It’s okay, Mas. Segera ke ruang make up, ya,” sahut produser agar tidak perlu berlama lagi.

Septa sampai terlebih dahulu di depan ruang make up yang pintunya tidak tertutup sempurna. Ia mendengar percakapan entah dari MUA atau hair do.

“Mentang-mentang artis besar bisa terlambat seenaknya gini. Terlambatnya mereka sama aja menambah jam kerja kita, kan. Udah gitu bakalan dimaklumin aja tuh sama produser nanti.”

Demi menghargai keberadaan mereka, Septa mengetuk pintu terlebih dahulu yang berakibat terhentinya perbincangan mereka.

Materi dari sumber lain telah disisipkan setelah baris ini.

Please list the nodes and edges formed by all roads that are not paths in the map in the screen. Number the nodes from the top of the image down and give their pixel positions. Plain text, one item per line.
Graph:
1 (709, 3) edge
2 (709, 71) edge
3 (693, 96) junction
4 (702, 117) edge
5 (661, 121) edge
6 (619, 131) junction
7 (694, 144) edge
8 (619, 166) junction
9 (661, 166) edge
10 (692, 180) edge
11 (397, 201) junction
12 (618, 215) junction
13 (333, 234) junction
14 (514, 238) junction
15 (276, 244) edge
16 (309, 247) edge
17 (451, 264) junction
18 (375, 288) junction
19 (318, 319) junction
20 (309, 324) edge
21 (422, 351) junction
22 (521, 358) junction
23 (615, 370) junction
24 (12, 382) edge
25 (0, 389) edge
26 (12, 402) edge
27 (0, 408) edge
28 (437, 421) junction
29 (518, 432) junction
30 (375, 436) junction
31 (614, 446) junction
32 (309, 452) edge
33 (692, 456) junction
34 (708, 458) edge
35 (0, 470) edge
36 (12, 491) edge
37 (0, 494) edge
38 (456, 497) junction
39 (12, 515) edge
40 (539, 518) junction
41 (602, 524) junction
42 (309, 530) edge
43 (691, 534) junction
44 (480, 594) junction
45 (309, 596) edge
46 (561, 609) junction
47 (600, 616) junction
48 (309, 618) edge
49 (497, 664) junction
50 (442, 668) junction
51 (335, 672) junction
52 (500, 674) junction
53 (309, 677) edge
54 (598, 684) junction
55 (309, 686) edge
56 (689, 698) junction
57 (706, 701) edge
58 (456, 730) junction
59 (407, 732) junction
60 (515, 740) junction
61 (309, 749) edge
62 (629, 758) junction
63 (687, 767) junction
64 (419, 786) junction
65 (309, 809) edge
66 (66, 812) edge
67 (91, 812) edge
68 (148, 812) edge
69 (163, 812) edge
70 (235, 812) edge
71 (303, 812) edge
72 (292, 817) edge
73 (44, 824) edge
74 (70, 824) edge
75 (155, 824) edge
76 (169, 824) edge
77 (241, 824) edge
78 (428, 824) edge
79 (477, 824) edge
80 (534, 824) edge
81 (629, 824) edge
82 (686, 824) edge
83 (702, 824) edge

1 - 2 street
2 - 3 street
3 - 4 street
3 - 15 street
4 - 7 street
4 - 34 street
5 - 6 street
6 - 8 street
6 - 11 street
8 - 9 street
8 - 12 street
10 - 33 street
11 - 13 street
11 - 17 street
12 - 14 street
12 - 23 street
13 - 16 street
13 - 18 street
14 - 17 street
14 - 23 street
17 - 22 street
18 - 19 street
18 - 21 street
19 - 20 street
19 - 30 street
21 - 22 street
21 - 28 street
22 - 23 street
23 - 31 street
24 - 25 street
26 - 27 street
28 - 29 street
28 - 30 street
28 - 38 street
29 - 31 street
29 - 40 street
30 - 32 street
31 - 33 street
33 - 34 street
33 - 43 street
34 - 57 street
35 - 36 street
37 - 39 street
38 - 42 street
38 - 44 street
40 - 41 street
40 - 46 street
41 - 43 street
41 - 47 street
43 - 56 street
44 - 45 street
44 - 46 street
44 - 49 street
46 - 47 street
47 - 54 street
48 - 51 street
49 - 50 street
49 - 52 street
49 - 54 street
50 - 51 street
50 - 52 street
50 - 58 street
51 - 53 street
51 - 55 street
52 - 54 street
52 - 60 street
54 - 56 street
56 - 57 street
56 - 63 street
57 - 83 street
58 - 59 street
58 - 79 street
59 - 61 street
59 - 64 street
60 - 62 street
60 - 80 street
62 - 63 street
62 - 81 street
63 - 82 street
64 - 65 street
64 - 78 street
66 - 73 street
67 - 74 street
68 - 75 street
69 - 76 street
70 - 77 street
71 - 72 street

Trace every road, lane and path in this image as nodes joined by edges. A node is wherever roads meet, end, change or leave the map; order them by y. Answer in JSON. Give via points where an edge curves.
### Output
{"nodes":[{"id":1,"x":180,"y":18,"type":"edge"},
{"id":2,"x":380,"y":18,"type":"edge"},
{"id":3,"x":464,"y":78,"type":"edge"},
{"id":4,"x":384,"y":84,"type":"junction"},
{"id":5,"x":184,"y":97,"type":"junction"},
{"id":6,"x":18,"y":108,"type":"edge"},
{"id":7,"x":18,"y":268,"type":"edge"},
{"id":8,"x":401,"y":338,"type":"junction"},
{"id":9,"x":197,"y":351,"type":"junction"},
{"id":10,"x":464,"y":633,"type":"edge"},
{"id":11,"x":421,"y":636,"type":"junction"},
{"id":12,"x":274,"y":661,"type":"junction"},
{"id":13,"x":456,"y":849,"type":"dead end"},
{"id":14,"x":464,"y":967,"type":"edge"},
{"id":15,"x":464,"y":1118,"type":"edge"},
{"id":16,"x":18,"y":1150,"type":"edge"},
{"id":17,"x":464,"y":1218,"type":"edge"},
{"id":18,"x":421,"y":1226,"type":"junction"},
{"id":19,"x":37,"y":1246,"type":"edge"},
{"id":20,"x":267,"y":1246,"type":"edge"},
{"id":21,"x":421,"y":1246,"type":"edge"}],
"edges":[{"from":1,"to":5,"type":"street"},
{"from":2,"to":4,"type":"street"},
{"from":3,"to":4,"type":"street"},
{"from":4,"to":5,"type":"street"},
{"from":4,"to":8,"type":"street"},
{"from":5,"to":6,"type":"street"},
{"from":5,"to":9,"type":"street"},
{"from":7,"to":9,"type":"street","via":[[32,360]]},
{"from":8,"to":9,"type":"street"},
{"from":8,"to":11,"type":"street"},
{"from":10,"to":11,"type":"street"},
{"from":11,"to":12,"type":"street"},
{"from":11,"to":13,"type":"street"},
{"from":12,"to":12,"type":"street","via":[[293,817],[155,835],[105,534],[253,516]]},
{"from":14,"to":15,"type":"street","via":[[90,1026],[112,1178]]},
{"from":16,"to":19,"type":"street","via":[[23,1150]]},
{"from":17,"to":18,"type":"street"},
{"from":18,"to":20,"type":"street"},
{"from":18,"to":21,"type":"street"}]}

“Selamat pagi. Maaf GMC terlambat.”

Sudah menjadi rahasia umum di kalangan kru bahwa GMC jarang sekali datang tepat waktu. Apalagi jika lokasi shooting berada jauh dari Monokrom. Keterlambatannya bisa semakin lama.

Tidak ada manusia yang sempurna, kan? Bahkan sekelas GMC yang begitu banyak orang memuji atas kerja keras mereka. Namun, kebiasaan buruk tetap melekat di diri mereka. Kurang disiplin.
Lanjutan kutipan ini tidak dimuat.